Segment Start: Entries supplied

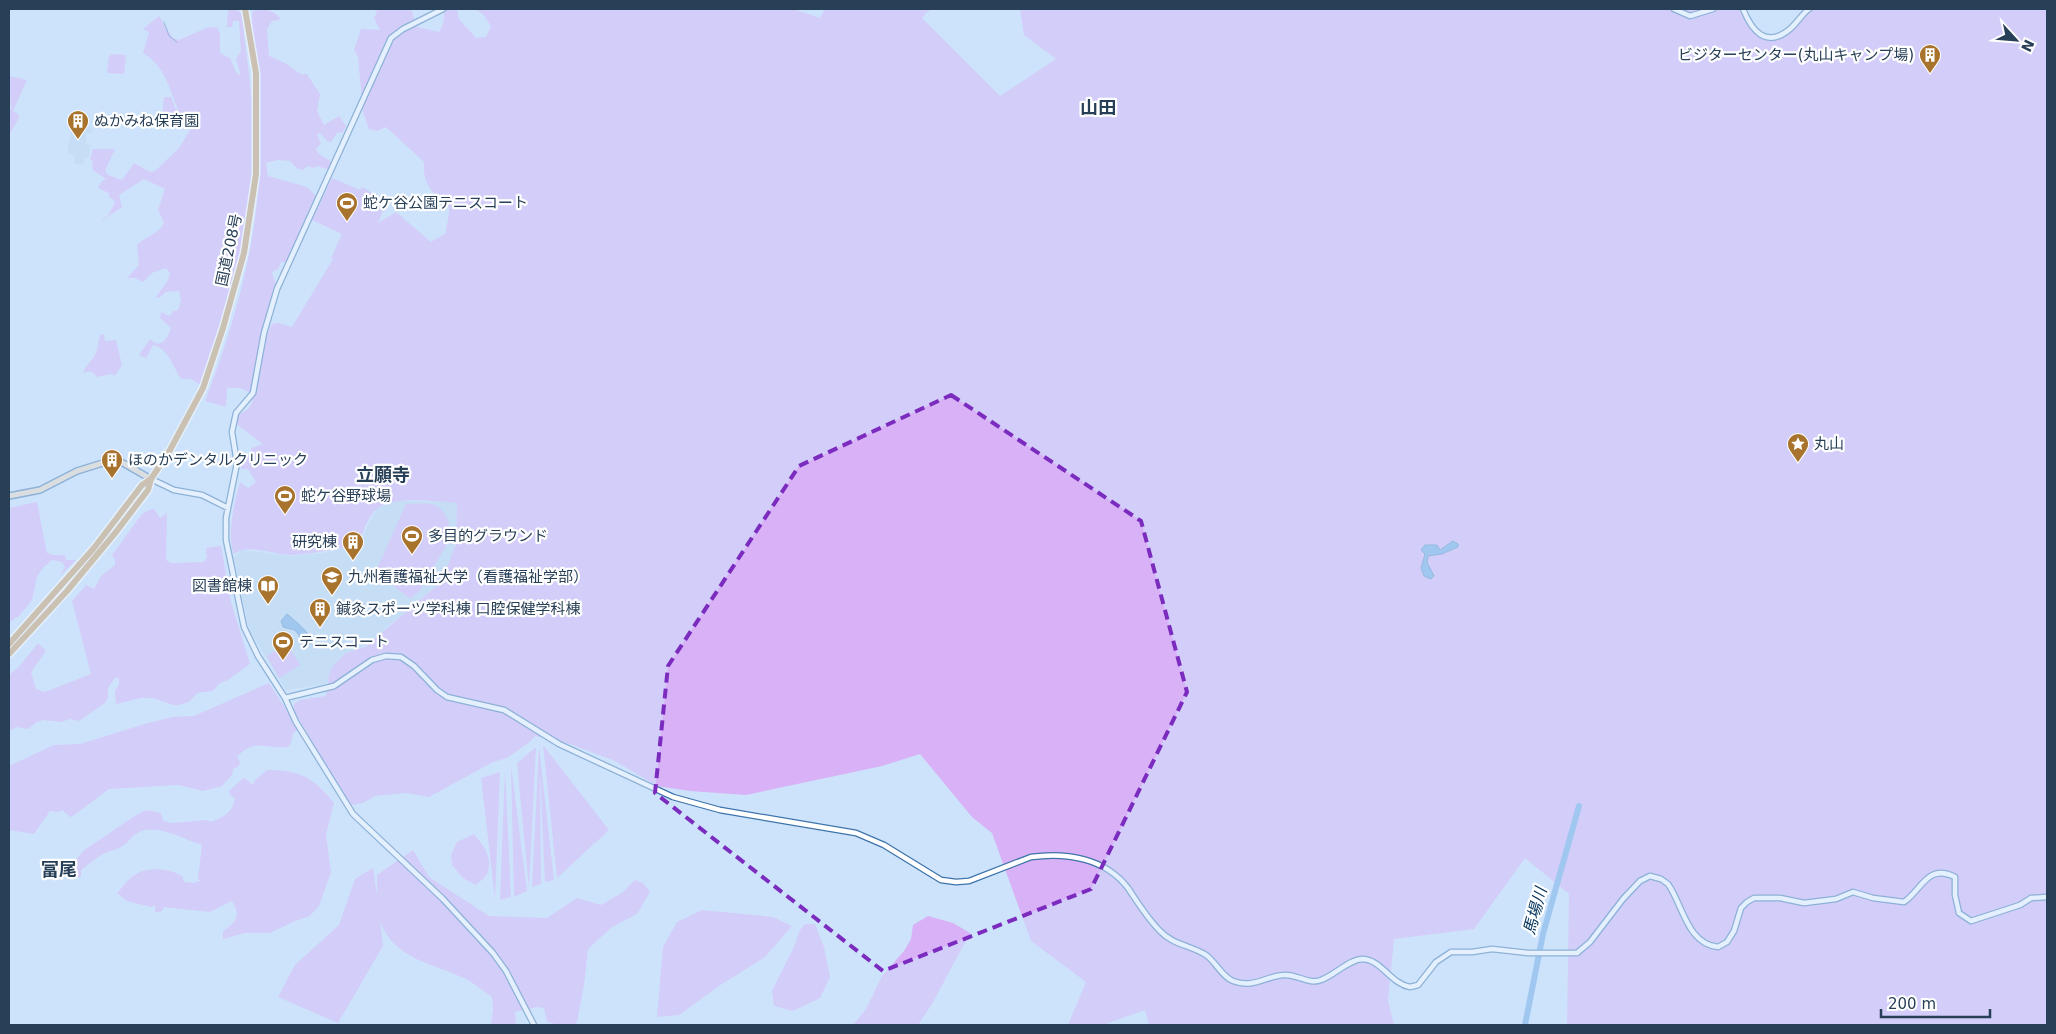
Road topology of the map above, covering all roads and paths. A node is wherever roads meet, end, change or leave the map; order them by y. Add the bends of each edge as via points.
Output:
1 (245, 9) edge
2 (443, 9) edge
3 (1674, 9) edge
4 (1713, 9) edge
5 (1743, 9) edge
6 (1809, 9) edge
7 (151, 479) junction
8 (9, 496) edge
9 (228, 508) junction
10 (9, 644) edge
11 (9, 654) edge
12 (284, 698) junction
13 (2047, 898) edge
14 (534, 1025) edge

1 - 7 highway, 国道208号 via 256,73 257,122 256,174 244,254 203,388
2 - 9 street via 403,28 391,38 277,289 264,333 253,393 236,413 232,425 237,463
3 - 4 street via 1690,16
5 - 6 street via 1756,33 1775,37 1790,30
7 - 8 main road via 122,464 106,462 77,471 40,490
7 - 9 street via 174,490 202,495
7 - 10 highway, 国道208号 via 142,485 94,548
7 - 11 highway, 国道208号 via 148,490 116,532
9 - 12 street via 228,555 244,627
12 - 13 street via 334,686 372,660 394,655 407,660 447,697 504,710 559,744 659,792 704,806 856,832 941,880 969,881 1042,855 1092,861 1119,879 1160,932 1174,943 1208,956 1231,981 1250,985 1286,974 1320,981 1361,959 1372,962 1396,982 1410,988 1451,952 1492,949 1577,953 1590,942 1622,899 1650,876 1668,884 1695,936 1704,944 1718,947 1727,942 1734,931 1741,908 1754,898 1780,898 1804,903 1854,892 1904,902 1913,896 1921,882 1945,872 1955,877 1959,913 1971,921 2020,905 2031,898
12 - 14 street via 353,814 443,899 493,954 506,971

Segment End: Entries supplied

**Problem to work on**:
Out of the records, collect only those lines that contain the string "highway".

**Solved exercise**:
1 - 7 highway, 国道208号 via 256,73 257,122 256,174 244,254 203,388
7 - 10 highway, 国道208号 via 142,485 94,548
7 - 11 highway, 国道208号 via 148,490 116,532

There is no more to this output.